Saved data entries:
============================================================

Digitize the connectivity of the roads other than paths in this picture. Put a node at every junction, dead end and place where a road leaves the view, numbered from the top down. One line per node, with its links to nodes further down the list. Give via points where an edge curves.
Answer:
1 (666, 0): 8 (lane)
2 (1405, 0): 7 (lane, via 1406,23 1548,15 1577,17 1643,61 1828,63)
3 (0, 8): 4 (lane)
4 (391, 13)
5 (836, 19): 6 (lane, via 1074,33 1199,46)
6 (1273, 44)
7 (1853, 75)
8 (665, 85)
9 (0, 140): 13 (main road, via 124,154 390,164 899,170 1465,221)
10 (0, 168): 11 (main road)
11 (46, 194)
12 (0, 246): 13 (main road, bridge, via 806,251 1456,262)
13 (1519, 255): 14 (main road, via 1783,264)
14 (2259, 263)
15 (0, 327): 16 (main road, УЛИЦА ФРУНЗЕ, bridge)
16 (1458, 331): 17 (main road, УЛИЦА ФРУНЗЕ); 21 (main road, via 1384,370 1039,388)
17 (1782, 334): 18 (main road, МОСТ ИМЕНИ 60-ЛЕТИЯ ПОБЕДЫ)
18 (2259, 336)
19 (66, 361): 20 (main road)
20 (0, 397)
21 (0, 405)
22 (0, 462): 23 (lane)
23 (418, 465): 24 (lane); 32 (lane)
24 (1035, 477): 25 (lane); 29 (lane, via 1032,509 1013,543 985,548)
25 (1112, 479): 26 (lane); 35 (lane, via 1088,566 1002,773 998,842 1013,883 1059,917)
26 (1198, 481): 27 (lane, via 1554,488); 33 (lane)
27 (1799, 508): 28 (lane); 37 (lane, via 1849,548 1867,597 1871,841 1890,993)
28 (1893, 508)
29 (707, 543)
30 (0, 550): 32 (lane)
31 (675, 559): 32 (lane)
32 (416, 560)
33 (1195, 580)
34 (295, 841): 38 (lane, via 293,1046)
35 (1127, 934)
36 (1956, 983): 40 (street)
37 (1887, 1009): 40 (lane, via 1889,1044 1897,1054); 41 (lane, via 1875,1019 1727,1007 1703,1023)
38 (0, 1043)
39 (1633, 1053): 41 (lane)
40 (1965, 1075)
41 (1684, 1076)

============================================================

(Goal of the exercise): Check the entries above line by line and return each one containing the word "УЛИЦА".

(Answer to this exercise):
15 (0, 327): 16 (main road, УЛИЦА ФРУНЗЕ, bridge)
16 (1458, 331): 17 (main road, УЛИЦА ФРУНЗЕ); 21 (main road, via 1384,370 1039,388)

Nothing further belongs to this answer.